Slowly Reese crossed the room, bracing her palms on the desktop.
Still he refused to look up.
Feeling especially mischievous, she flicked a pencil across the desk, finally capturing his attention.
“What is it, Ms. Delaware?” he asked, his heart racing as their gazes connected.
Reese leaned closer, so close she could count the silken lashes rimming those incredible eyes. “I will not be ignored,” she parodied in a great Glenn Close imitation from the movie classic, Fatal Attraction.
Whatever resistance Maxwell had left came tumbling down. It started out as a chuckle, then slowly built in strength and volume to a full-fledged raucous laugh.
Reese, caught up in the moment, joined in with her own throaty laughter, enchanted by the sparkle in his eyes, the velvet timbre of his voice. She propped her hip on his desk.
“We needed that,” she said, catching her breath.
Maxwell nodded in agreement. “I think you’re right,” he chuckled.
“You have a wonderful laugh,” she uttered in a husky whisper. “You should do it more often.”

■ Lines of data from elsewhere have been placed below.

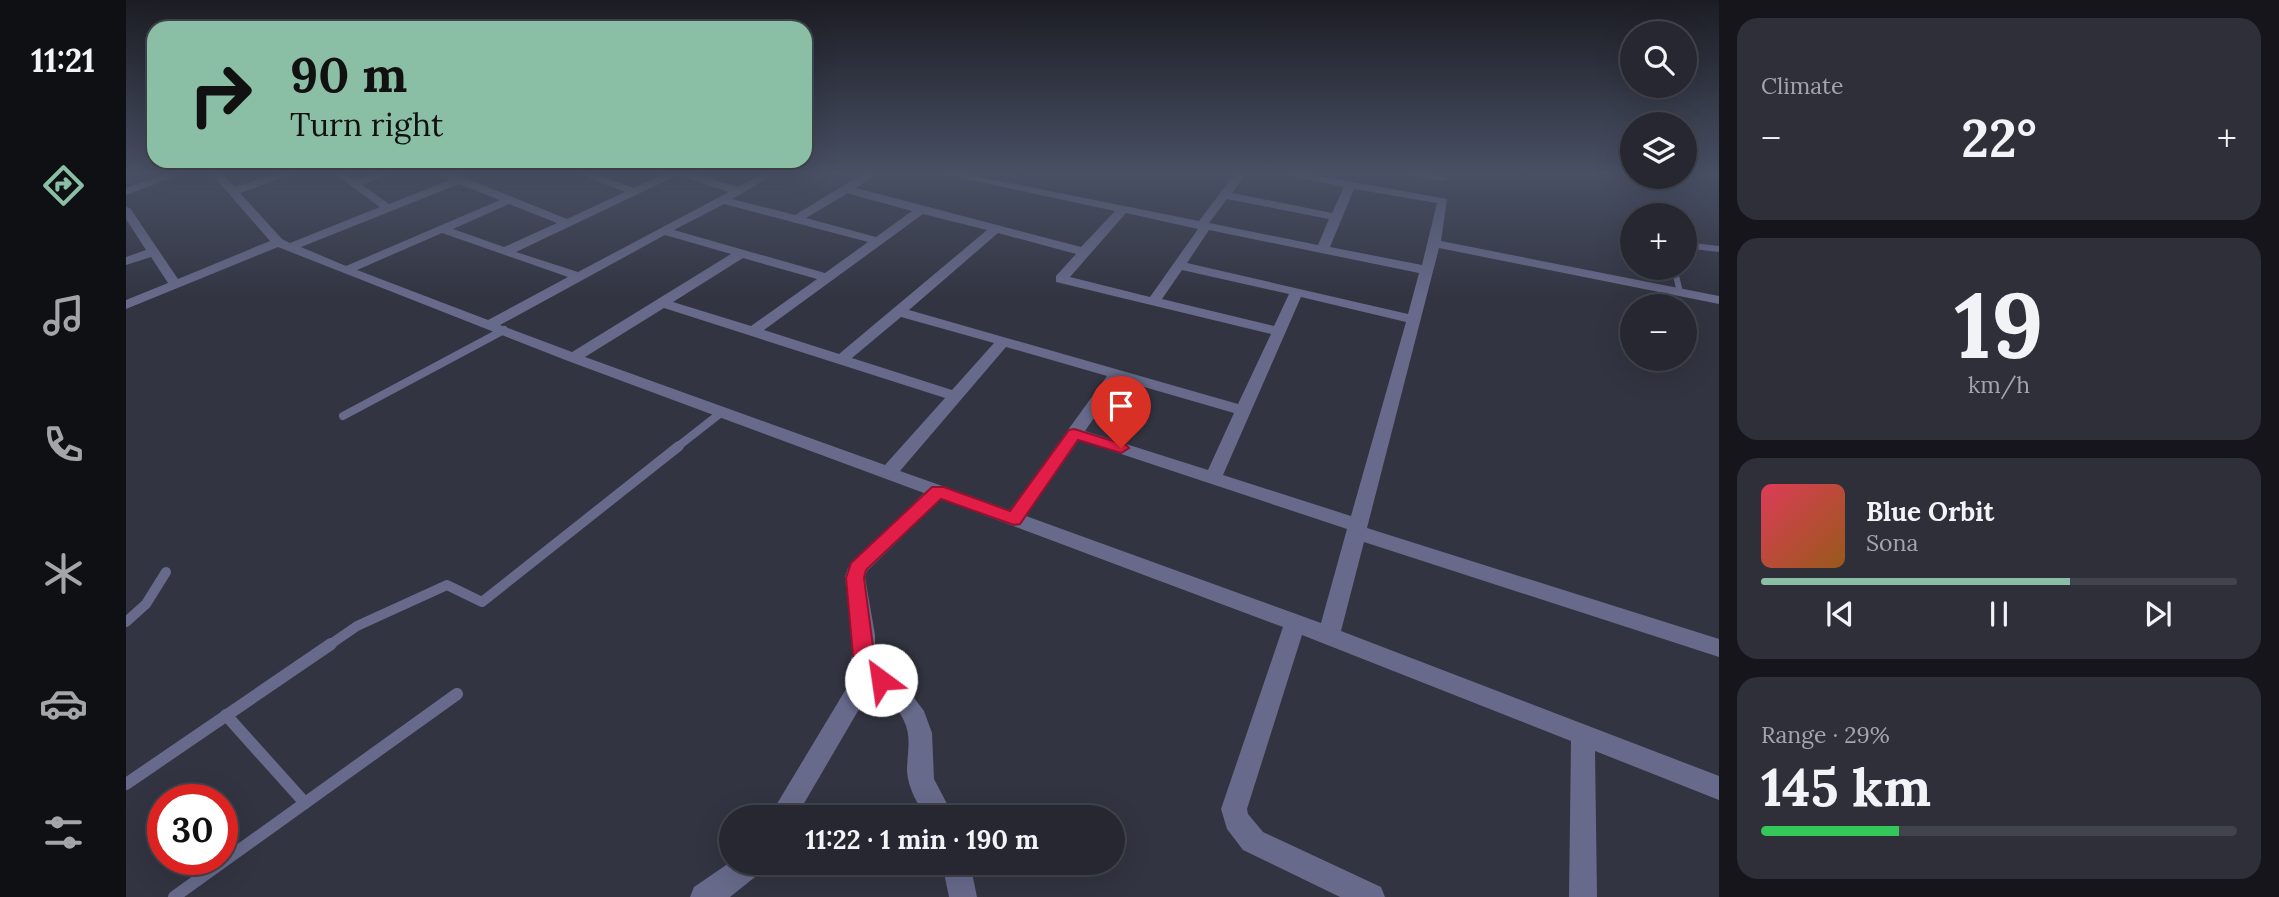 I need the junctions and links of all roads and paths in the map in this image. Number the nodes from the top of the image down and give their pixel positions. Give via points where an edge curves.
1 (129, 214) edge
2 (253, 214) edge
3 (372, 214) edge
4 (477, 214) edge
5 (544, 214) edge
6 (586, 214) edge
7 (696, 214) edge
8 (777, 214) edge
9 (806, 214) edge
10 (915, 214) edge
11 (940, 214) edge
12 (1119, 214) edge
13 (1137, 214) edge
14 (1212, 214) edge
15 (1320, 214) edge
16 (1337, 214) edge
17 (1440, 214) edge
18 (1336, 217) junction
19 (797, 219) junction
20 (567, 223) junction
21 (1203, 226) junction
22 (442, 229) junction
23 (996, 229) junction
24 (663, 231) junction
25 (878, 241) junction
26 (1434, 243) junction
27 (284, 245) junction
28 (1697, 246) edge
29 (1719, 249) edge
30 (1322, 250) junction
31 (1084, 251) junction
32 (154, 252) junction
33 (505, 252) junction
34 (742, 253) junction
35 (126, 261) edge
36 (1179, 265) junction
37 (346, 270) junction
38 (1426, 271) junction
39 (578, 276) junction
40 (827, 278) junction
41 (1677, 280) edge
42 (176, 284) junction
43 (1297, 292) junction
44 (1680, 292) junction
45 (1719, 300) edge
46 (663, 303) junction
47 (1153, 303) junction
48 (126, 305) edge
49 (897, 311) junction
50 (1413, 319) junction
51 (497, 328) junction
52 (754, 331) junction
53 (1279, 332) junction
54 (1003, 342) junction
55 (573, 358) junction
56 (842, 359) junction
57 (1116, 374) junction
58 (956, 396) junction
59 (1244, 411) junction
60 (722, 412) junction
61 (343, 415) dead end
62 (1074, 433) junction
63 (888, 473) junction
64 (1213, 478) junction
65 (938, 491) junction
66 (1014, 519) junction
67 (1357, 529) junction
68 (166, 572) dead end
69 (126, 622) edge
70 (1295, 623) junction
71 (1328, 636) junction
72 (1719, 648) edge
73 (865, 666) junction
74 (457, 694) dead end
75 (226, 715) junction
76 (1583, 737) junction
77 (126, 784) edge
78 (1719, 789) edge
79 (305, 803) junction
80 (789, 805) edge
81 (934, 805) edge
82 (736, 875) edge
83 (958, 875) edge
84 (174, 897) edge
85 (704, 897) edge
86 (963, 897) edge
87 (1371, 897) edge
88 (1583, 897) edge

1 - 32 street
2 - 27 street
3 - 27 street
4 - 22 street
5 - 20 street
6 - 20 street
7 - 24 street
8 - 19 street
9 - 19 street
10 - 25 street
11 - 23 street
12 - 31 street
13 - 21 street
14 - 21 street
15 - 18 street
16 - 18 street
17 - 26 street
18 - 30 street
19 - 25 street
20 - 33 street
21 - 30 street
21 - 36 street
22 - 33 street
22 - 37 street
23 - 31 street
23 - 49 street
24 - 34 street
24 - 39 street
25 - 40 street
26 - 38 street
26 - 44 street
27 - 37 street
27 - 42 street
28 - 29 lane
30 - 38 street
31 - 47 street via 1061,279
32 - 35 street
32 - 42 street
33 - 39 street
34 - 40 street
34 - 46 street
36 - 43 street
36 - 47 street
37 - 51 street
38 - 50 street
39 - 51 street
40 - 52 street
41 - 44 lane
42 - 48 street
43 - 50 street
43 - 53 street
44 - 45 street
46 - 52 street
46 - 55 street
47 - 53 street
49 - 54 street
49 - 56 street
50 - 67 street
51 - 55 street
51 - 61 lane
52 - 56 street
53 - 59 street
54 - 57 street
54 - 58 street
55 - 60 street
56 - 58 street
57 - 59 street
57 - 62 street
58 - 63 street
59 - 64 street
60 - 63 street
60 - 75 lane via 482,603 447,585 357,625
62 - 64 street
62 - 66 street
63 - 65 street
64 - 67 street
65 - 66 street
65 - 73 street via 858,568 855,578
66 - 70 street
67 - 71 street
67 - 72 street
68 - 69 lane via 146,604
70 - 71 street
70 - 87 street via 1234,808 1236,820 1253,841
71 - 76 street
73 - 80 street via 857,692
73 - 81 street via 898,694 913,714 919,729 920,776
74 - 79 lane
75 - 77 lane
75 - 79 lane
76 - 78 street
76 - 88 street
79 - 84 lane
82 - 85 street
83 - 86 street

The metamorphosis was slow but clear. The light gradually dimmed in his dark eyes. Maxwell straightened up in his seat. “Carmen has your airline ticket. Don’t forget to pick it up before you leave.” He cleared his throat. “If you need a car to take you to the airport in the morning, please inform Carmen on your way out.” He returned his attention to the papers on his desk. But suddenly the words and diagrams were all a blur. The rational part of him wished she’d leave. The thoroughly male part of him wished she’d come closer.

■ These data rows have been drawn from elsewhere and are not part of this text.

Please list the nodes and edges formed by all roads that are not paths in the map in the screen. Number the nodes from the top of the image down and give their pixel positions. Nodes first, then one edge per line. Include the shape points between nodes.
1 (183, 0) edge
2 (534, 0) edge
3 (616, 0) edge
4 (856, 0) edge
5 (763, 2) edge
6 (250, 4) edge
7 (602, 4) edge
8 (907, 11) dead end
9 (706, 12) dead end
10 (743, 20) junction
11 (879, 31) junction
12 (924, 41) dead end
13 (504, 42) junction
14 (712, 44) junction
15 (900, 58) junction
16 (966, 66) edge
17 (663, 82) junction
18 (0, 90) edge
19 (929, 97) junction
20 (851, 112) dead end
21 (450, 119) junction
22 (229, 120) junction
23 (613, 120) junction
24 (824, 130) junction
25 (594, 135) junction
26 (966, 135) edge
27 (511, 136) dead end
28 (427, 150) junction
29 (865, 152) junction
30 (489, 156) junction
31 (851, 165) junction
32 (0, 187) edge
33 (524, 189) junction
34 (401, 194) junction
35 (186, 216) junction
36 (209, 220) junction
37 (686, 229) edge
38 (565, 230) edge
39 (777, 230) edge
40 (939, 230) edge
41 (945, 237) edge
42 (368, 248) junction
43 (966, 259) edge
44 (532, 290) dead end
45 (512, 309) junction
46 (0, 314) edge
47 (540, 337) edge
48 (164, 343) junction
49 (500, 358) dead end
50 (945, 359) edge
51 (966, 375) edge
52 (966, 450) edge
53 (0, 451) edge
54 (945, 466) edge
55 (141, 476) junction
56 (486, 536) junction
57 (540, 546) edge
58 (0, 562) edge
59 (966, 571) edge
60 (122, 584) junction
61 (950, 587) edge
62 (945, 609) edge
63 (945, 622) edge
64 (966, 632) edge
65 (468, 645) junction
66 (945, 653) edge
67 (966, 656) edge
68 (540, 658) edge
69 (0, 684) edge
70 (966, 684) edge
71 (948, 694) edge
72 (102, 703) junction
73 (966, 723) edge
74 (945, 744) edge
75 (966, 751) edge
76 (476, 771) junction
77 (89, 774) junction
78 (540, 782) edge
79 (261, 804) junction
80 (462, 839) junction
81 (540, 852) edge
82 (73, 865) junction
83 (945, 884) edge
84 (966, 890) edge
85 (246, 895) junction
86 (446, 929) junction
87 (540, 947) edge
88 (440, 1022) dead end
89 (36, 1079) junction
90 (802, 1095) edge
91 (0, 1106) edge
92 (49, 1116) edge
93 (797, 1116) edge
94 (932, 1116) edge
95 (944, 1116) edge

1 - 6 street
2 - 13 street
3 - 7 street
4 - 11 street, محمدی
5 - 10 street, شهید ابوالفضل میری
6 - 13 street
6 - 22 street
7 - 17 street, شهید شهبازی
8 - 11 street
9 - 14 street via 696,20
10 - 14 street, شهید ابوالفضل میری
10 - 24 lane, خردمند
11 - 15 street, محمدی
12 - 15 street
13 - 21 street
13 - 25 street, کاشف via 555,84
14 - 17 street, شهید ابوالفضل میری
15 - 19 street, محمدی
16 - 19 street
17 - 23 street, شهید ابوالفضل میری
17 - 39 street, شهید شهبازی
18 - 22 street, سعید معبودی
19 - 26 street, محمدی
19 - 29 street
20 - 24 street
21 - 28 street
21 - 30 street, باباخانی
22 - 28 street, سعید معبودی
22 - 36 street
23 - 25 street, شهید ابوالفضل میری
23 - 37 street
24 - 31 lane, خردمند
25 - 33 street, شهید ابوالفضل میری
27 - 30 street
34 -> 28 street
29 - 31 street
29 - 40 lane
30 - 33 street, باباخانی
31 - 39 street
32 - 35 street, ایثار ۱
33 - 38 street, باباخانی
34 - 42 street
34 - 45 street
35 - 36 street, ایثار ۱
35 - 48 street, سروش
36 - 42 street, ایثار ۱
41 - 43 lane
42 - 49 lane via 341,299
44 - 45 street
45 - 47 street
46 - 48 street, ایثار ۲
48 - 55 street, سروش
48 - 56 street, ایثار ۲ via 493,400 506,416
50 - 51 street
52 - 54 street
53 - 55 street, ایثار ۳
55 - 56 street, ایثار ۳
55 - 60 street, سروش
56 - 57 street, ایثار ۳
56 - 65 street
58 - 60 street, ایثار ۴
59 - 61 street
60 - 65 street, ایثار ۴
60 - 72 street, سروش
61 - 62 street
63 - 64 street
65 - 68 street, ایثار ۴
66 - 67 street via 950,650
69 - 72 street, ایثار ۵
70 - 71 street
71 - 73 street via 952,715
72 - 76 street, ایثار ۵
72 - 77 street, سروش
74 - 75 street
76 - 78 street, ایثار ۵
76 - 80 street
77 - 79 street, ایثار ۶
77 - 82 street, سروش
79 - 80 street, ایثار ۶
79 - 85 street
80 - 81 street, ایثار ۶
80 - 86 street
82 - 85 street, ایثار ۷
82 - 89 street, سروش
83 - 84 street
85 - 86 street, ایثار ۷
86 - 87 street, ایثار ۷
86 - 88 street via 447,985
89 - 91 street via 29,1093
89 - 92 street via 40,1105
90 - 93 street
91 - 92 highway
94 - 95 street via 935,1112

Reese would not be dissuaded. “I haven’t seen anything of the city since I arrived,” she hedged. “Why don’t you be the gentleman I know you can be and take me out? Give me the twenty-five-cent tour before we leave for California.”
“I beg your pardon?”
“You can be a gentleman, can’t you?” she taunted, bracing her hips with her fists in a defiant stance. “You have to eat, so why do it alone?”
“What makes you think I’ll be eating alone?”

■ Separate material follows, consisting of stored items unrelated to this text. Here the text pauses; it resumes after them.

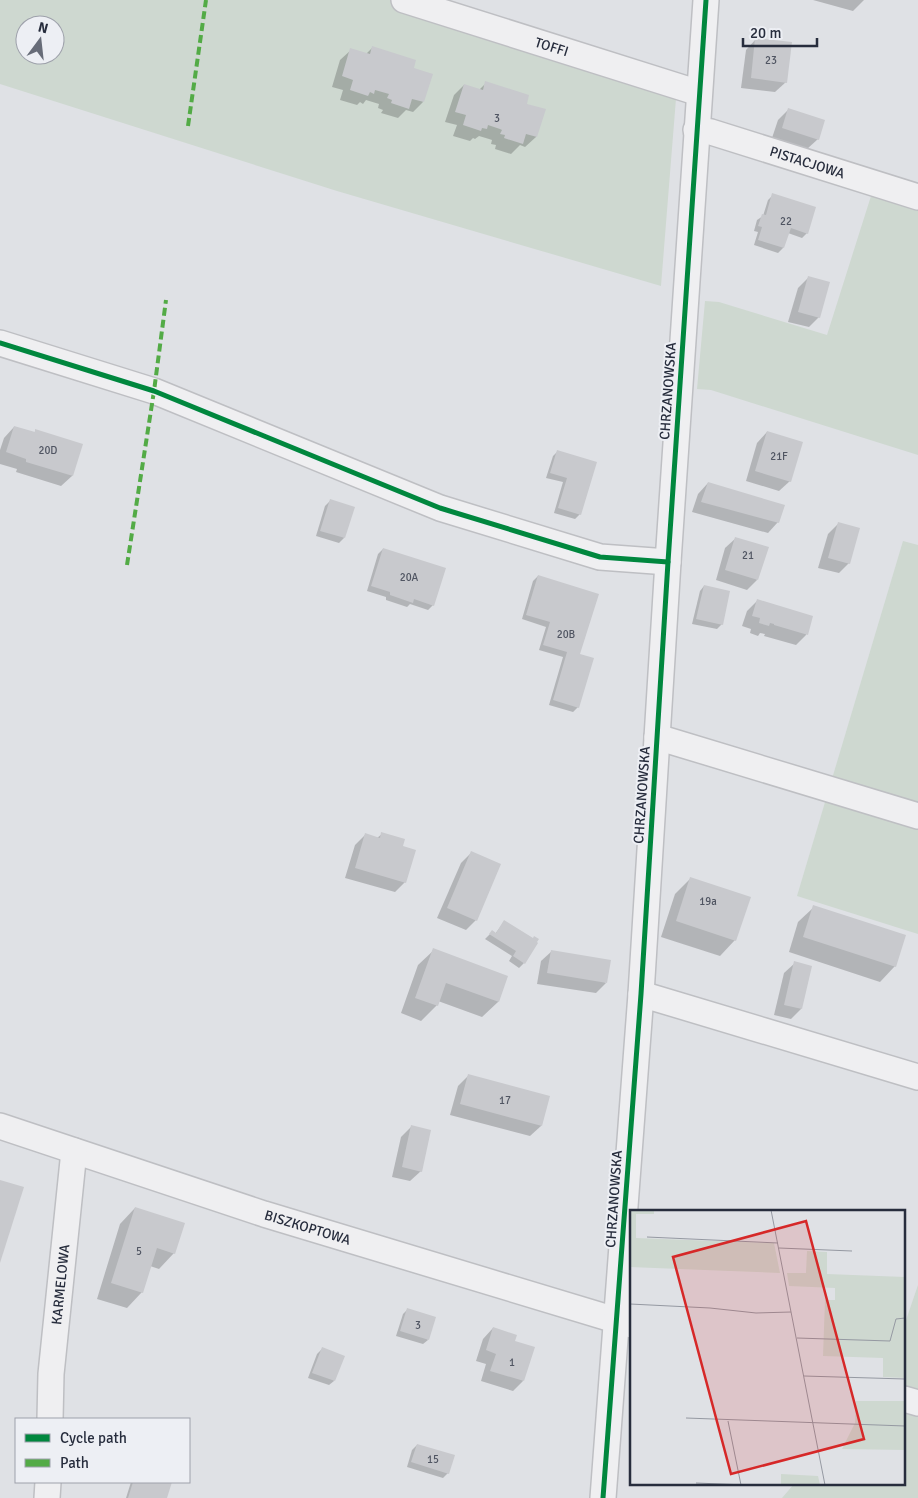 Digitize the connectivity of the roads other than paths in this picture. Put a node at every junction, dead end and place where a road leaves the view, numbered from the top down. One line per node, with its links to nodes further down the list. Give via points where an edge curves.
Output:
1 (404, 0): 3 (street, TOFFI)
2 (706, 0): 3 (street, CHRZANOWSKA)
3 (699, 93): 4 (street, CHRZANOWSKA)
4 (696, 130): 5 (street, PISTACJOWA); 7 (street, CHRZANOWSKA)
5 (918, 197)
6 (0, 343): 7 (street, via 154,391 440,508 600,557)
7 (668, 562): 8 (street, CHRZANOWSKA)
8 (657, 736): 9 (street); 10 (street, CHRZANOWSKA)
9 (918, 816)
10 (641, 994): 11 (street); 14 (street, CHRZANOWSKA)
11 (918, 1077)
12 (0, 1126): 13 (street, BISZKOPTOWA)
13 (74, 1151): 14 (street, BISZKOPTOWA, via 264,1214); 17 (street, KARMELOWA, via 51,1374)
14 (624, 1323): 20 (street, CHRZANOWSKA)
15 (906, 1399): 16 (street)
16 (918, 1403)
17 (50, 1418)
18 (48, 1483): 19 (street)
19 (47, 1498)
20 (603, 1498)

Her mouth curved up in a grin. “Writer’s instinct?” Her cocked eyebrow punctuated her point.
Maxwell pushed away from his desk and stood up. “I think you need to sharpen up on your writer’s instinct, Ms. Delaware.” He paused then looked at her from beneath dark curly lashes. “But I wouldn’t want you to go back to Chicago believing all the negative things you’ve heard about New Yorkers.”
She watched him as he crossed the room and retrieved his jacket from the rack. A tiny tingle of anticipation rippled in her stomach. This is just the beginning, Mr. Knight, she mused. I’ll get on the other side of that wall no matter what it takes. And you’re gonna have a good time while I’m getting there.
Chapter 3
“Do you come here often?” Reese asked, taking a bite from a succulent piece of batter-dipped fried chicken.
“No. Actually, this is the first time. But I’ve heard a lot of the staff talk about Sylvia’s. They’ve always had good things to say about the food.”
“Believe me, it’s almost good enough to have me make the trip from Chicago.” She grinned. “The atmosphere is great. It’s so cozy and personal.”
“Hmm.”
Reese took a sip of her chardonnay. “Where do you go? I mean—when you go out…on a date?”
“Getting a bit personal, aren’t we?”
She gave him that slow, Mona Lisa smile that made his mouth water. “It’s after hours, Boss Man,” she teased. “Time to lighten up and ‘Let It Flow,’ as Toni Braxton would say.”
Maxwell flashed her a look as cool as the chinks of ice that floated in his glass. He leaned across the table, his voice descending to an intimate low. “Is that right, Ms. Delaware?”
A rush of heat surged through her body. Her heart began to race. She lifted the crystal flute to her lips. Her eyebrows arched. “Very right, Mr. Knight.”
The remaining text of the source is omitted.